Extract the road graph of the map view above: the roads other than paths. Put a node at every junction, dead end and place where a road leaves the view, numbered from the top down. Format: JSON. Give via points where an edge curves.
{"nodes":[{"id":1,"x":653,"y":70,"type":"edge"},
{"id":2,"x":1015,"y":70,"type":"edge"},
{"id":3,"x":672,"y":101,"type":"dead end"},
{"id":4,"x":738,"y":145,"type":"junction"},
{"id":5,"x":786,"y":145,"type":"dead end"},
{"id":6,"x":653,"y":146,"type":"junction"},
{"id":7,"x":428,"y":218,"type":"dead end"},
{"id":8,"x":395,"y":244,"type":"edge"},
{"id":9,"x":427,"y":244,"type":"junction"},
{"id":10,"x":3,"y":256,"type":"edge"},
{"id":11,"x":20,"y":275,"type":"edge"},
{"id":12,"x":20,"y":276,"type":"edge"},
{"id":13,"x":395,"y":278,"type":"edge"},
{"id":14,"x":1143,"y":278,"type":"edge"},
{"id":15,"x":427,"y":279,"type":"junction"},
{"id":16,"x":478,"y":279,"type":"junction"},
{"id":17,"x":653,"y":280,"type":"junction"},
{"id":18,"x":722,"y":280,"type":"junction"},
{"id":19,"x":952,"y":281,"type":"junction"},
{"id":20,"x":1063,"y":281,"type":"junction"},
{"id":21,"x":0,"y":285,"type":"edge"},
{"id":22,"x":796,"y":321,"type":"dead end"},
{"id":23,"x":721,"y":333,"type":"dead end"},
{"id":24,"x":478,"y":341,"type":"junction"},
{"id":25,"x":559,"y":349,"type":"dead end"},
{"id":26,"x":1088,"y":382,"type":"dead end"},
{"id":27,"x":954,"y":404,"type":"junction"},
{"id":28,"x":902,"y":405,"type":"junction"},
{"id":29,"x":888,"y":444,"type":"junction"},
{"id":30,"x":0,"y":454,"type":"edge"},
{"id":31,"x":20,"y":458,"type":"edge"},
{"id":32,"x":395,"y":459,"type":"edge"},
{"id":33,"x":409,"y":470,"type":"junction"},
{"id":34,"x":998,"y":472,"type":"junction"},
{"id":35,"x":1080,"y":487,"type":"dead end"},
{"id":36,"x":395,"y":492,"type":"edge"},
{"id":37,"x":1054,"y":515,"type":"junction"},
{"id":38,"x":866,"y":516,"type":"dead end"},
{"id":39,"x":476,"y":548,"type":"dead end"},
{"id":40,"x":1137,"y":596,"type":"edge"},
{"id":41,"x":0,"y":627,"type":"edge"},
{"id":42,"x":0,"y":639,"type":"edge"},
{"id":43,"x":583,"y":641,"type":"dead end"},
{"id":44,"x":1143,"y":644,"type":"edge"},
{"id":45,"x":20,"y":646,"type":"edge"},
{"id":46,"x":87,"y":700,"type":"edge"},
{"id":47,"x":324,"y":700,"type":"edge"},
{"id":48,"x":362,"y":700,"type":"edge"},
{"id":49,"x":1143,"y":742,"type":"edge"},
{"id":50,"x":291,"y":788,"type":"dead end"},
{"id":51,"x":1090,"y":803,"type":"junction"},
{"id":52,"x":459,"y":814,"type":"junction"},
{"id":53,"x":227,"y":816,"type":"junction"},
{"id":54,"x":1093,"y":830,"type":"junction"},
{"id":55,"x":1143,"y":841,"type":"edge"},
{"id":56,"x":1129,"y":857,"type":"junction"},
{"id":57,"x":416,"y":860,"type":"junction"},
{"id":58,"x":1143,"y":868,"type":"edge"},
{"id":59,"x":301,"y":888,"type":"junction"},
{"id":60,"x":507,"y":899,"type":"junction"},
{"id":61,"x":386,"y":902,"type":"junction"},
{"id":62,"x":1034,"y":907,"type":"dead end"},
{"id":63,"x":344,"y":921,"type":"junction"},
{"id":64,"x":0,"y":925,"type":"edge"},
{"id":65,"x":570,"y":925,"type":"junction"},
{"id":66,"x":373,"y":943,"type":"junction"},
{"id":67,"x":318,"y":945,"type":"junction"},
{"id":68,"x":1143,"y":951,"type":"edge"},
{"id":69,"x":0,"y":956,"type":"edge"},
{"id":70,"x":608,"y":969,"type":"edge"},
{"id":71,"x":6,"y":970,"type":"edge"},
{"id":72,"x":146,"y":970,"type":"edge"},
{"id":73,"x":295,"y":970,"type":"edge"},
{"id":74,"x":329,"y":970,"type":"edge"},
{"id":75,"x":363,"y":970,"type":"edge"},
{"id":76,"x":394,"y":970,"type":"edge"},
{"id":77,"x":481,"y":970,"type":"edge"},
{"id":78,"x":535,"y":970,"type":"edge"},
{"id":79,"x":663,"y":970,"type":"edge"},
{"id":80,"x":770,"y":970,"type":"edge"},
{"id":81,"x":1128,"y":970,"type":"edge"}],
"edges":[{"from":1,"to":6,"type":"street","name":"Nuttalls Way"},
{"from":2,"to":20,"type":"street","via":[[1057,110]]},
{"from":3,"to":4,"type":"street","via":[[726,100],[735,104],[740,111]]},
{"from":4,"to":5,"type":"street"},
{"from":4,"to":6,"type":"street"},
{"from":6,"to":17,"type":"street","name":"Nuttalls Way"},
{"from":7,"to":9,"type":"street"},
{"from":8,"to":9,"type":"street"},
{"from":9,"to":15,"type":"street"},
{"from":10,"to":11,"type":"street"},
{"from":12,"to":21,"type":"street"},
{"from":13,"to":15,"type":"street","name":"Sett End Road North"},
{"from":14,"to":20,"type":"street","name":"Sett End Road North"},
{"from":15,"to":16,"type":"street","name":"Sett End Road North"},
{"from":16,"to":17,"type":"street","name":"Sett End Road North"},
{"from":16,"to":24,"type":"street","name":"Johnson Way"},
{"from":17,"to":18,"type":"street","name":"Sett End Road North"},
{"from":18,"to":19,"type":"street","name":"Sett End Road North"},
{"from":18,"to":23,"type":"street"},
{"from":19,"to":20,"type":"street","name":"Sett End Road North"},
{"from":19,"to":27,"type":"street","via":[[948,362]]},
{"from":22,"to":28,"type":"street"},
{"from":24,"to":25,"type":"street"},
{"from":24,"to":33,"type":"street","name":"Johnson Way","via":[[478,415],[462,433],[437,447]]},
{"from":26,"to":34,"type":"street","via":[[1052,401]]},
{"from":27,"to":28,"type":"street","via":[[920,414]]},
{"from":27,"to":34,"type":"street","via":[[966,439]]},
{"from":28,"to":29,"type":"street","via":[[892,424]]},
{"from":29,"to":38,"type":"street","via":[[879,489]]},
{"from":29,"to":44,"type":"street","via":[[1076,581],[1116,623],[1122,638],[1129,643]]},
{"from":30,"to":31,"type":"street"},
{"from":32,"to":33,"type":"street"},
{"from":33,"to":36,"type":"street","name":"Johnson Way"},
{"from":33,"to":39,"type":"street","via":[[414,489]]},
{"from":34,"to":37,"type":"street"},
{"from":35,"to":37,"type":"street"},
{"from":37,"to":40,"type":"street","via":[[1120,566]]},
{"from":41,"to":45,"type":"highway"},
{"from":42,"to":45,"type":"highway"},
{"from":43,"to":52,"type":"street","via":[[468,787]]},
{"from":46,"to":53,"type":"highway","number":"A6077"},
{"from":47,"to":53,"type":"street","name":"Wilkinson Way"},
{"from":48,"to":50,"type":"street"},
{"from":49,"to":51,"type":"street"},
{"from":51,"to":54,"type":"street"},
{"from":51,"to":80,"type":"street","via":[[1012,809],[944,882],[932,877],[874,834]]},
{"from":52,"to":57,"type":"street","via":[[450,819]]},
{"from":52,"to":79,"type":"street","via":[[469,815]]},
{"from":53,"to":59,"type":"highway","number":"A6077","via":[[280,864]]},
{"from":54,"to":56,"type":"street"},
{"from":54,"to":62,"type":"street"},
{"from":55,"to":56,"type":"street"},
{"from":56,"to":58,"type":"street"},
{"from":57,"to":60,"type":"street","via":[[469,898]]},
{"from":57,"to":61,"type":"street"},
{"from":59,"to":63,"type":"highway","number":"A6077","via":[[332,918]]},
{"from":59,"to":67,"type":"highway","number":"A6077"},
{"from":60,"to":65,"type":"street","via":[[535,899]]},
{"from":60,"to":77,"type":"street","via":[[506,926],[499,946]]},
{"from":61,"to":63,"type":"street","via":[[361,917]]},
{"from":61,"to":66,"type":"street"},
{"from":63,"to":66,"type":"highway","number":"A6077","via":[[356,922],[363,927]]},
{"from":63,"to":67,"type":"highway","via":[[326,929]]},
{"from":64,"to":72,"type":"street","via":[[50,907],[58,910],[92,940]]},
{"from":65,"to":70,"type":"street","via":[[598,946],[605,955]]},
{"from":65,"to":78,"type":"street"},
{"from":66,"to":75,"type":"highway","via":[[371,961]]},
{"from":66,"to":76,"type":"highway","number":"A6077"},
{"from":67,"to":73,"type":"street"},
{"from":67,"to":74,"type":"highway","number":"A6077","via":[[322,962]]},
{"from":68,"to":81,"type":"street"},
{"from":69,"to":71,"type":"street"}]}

- - - - - - -

State the number of lines above that hold the word "Nuttalls", and say nothing else.

[SOLVED EXERCISE]
2